ジャーナリストが当事者として書く出色の実験ノンフィクション
2008-08-18
私は、ジャーナリストがここまで当事者として踏み込んで書いたものをこれまで読んだことが無い。
出色のノンフィクションの実験作だと思う。同時に、ジャーナリズムがどこまで「客観的に」真実に迫れるかというナイーブな議論が今こそ必要だと思わせる、たいへん考えさせる本だった。
論理的整合性がなければ破綻する政策立案過程と違って、政策決定過程には多方面の利益関係人が調整にかかわるために人間臭く、それぞれの行動主体の世界観なり倫理観なりが裸同然で表出するものだと思う。著者が本で認めているように、おそらくこうした政策決定過程に直接たずさわる人たちにしか目にし、感じることができない肌寒くなるような本書で書かれた現実は、政策決定過程関係者のバイアスがかかった、あるいはある方向へリードしようとする、誤解を恐れず言えば生ぬるい二次情報とは、相当違う感触のものだったのではないかと思う。
以上のことから、こうした事実過程に関わった当事者がインサイダーとしてモノを書くとき、二次情報からネタを得て記事を書くジャーナリストとは、書き方が違って当然だ。読者のほうも、取材対象との距離感といったノンフィクションを読む通常の作法とは違う態度が迫られているのではないか。これも著者がこの本で行った「実験」のように思える。
そういう読み方をすると、この本の著者の執筆スタンスを、ジャーナリストとして適当か否かという議論から判断するのは難しい。著者本人もそんな議論があることは百も承知の上での出版なのだろう。
それより意味があるのは、中枢にいた当事者が書いたものをどう読んだらいいのか、という議論だろう。

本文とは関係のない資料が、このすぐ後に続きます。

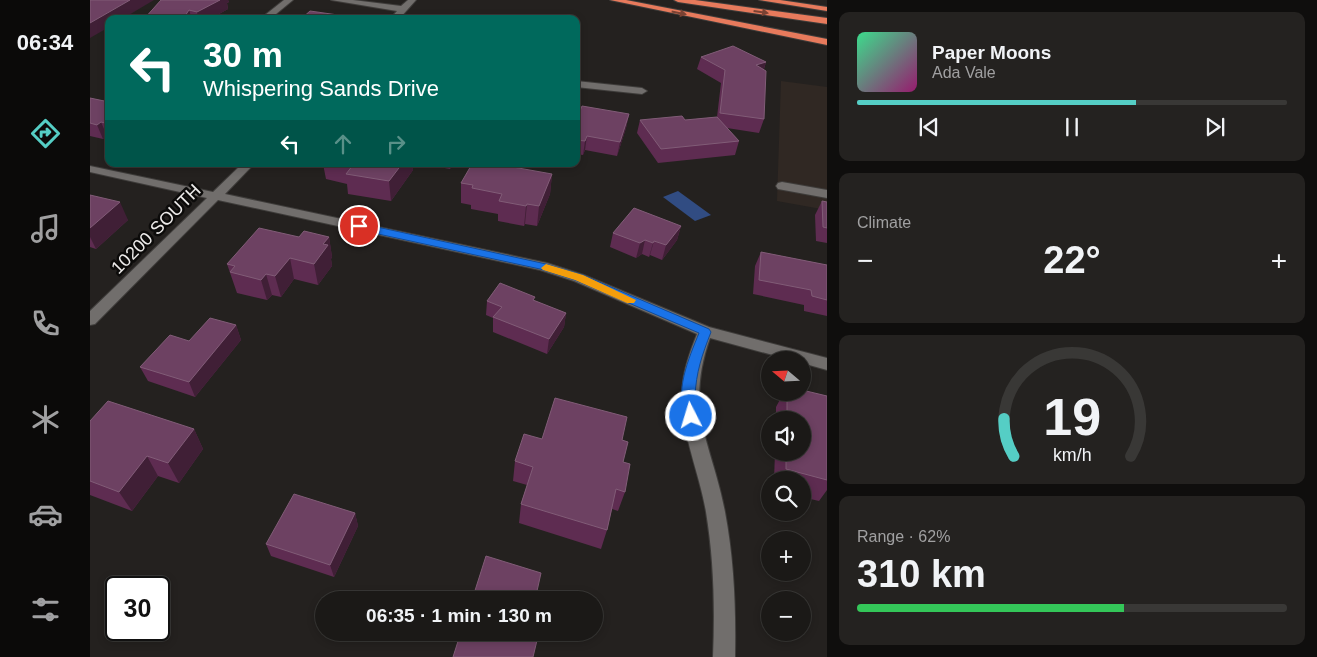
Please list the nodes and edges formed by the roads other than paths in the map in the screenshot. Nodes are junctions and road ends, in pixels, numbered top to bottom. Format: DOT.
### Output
graph roads {
  1 [pos="289,0"];
  2 [pos="335,0"];
  3 [pos="412,0"];
  4 [pos="614,0"];
  5 [pos="678,0"];
  6 [pos="763,0"];
  7 [pos="827,9"];
  8 [pos="403,10"];
  9 [pos="269,15"];
  10 [pos="398,15"];
  11 [pos="827,21"];
  12 [pos="827,42"];
  13 [pos="580,84"];
  14 [pos="642,91"];
  15 [pos="245,167"];
  16 [pos="90,169"];
  17 [pos="782,186"];
  18 [pos="827,194"];
  19 [pos="216,196"];
  20 [pos="90,320"];
  21 [pos="705,332"];
  22 [pos="827,364"];
  23 [pos="724,657"];
  1 -- 9 [label="street"];
  2 -- 8 [label="street"];
  3 -- 8 [label="street"];
  4 -- 12 [label="highway, one-way"];
  5 -- 11 [label="highway, one-way"];
  6 -- 7 [label="highway"];
  8 -- 10 [label="street"];
  13 -- 14 [label="street"];
  15 -- 19 [label="street, 10200 SOUTH"];
  16 -- 19 [label="street"];
  17 -- 18 [label="street"];
  19 -- 20 [label="street, 10200 SOUTH"];
  19 -- 21 [label="street"];
  21 -- 22 [label="street"];
  21 -- 23 [label="street"];
}
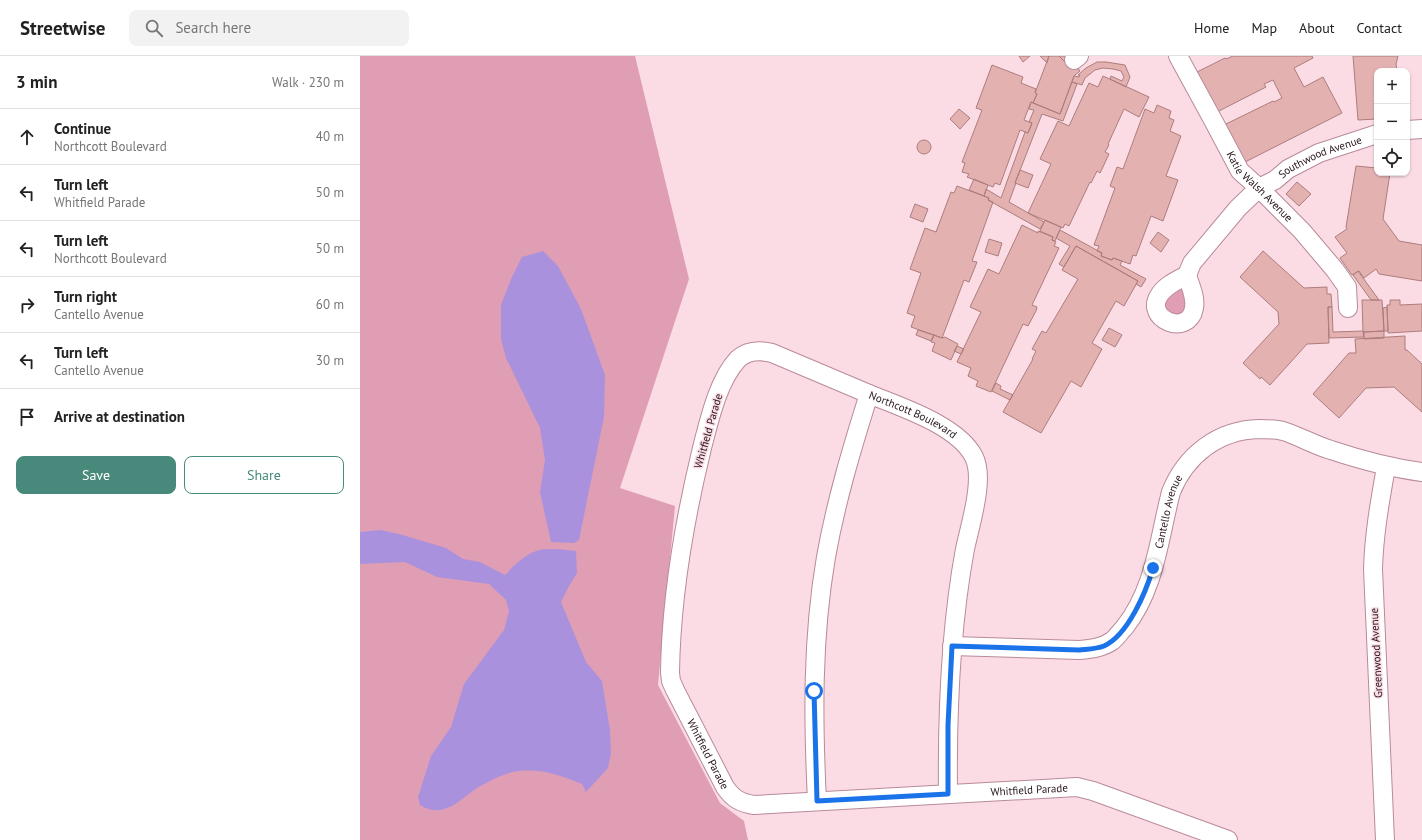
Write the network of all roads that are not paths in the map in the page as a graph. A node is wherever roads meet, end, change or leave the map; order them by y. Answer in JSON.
{"nodes":[{"id":1,"x":1178,"y":56,"type":"edge"},
{"id":2,"x":1422,"y":129,"type":"edge"},
{"id":3,"x":1410,"y":130,"type":"edge"},
{"id":4,"x":1374,"y":135,"type":"edge"},
{"id":5,"x":1259,"y":188,"type":"junction"},
{"id":6,"x":1188,"y":275,"type":"dead end"},
{"id":7,"x":1348,"y":308,"type":"dead end"},
{"id":8,"x":869,"y":394,"type":"junction"},
{"id":9,"x":1386,"y":467,"type":"junction"},
{"id":10,"x":1422,"y":472,"type":"edge"},
{"id":11,"x":952,"y":646,"type":"junction"},
{"id":12,"x":948,"y":794,"type":"junction"},
{"id":13,"x":817,"y":801,"type":"junction"},
{"id":14,"x":1228,"y":840,"type":"edge"},
{"id":15,"x":1385,"y":840,"type":"edge"}],
"edges":[{"from":1,"to":5,"type":"street","name":"Katie Walsh Avenue"},
{"from":2,"to":3,"type":"street"},
{"from":4,"to":5,"type":"street","name":"Southwood Avenue"},
{"from":5,"to":6,"type":"street","name":"Southwood Avenue"},
{"from":5,"to":7,"type":"street","name":"Katie Walsh Avenue"},
{"from":8,"to":11,"type":"street","name":"Northcott Boulevard"},
{"from":8,"to":13,"type":"street","name":"Northcott Boulevard"},
{"from":8,"to":13,"type":"street","name":"Whitfield Parade"},
{"from":9,"to":10,"type":"street","name":"Cantello Avenue"},
{"from":9,"to":11,"type":"street","name":"Cantello Avenue"},
{"from":9,"to":15,"type":"street","name":"Greenwood Avenue"},
{"from":11,"to":12,"type":"street","name":"Northcott Boulevard"},
{"from":12,"to":13,"type":"street","name":"Whitfield Parade"},
{"from":12,"to":14,"type":"street","name":"Whitfield Parade"}]}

情報過多な分野であればある程、二次情報の数は多く、その中身は希薄化する。この本の舞台になった総理官邸のように、その内側で起きたことは、ほんの数人しか直接目にできないのに対して、そこで起きたことが政策決定過程に及ぼす影響は大きく、そのぶん出来事の重要性も高いだけ、利益関係人が多い。ごく少数の当事者の情報と、数多い利益関係人による二次情報。情報入手の難易度と価値は、情報過多な分野であればある程、正比例する。
そういう意味からいうと、この本で書かれた情報は、「マスコミでよく聞いた話」とは、表面だけ見れば同じでも、そうした「話」の出所であったことに注意を払わなくてはいけない。「話の出所」がどこに存在し、マスコミによってどう扱われるかを、この本は結果的に示すことになった。マスコミに載る記事を、どこかうさんくさいと感じている読者にとっては非常に腑に落ちる物語であるし、記事の信憑性を担保するものは本当のところ何なのかに迷う大手マスコミに所属するジャーナリストにとっては、とても悩ましい内容だと思う。
ぜんぜん死闘じゃない
2008-08-15
高橋洋一に番記者のようにくっついて700日間過ごしました。
という内容です。
メディアと政治の距離感がわからないこの著者は
上杉隆の名著「ジャーナリズム崩壊」を読んだほうがいい。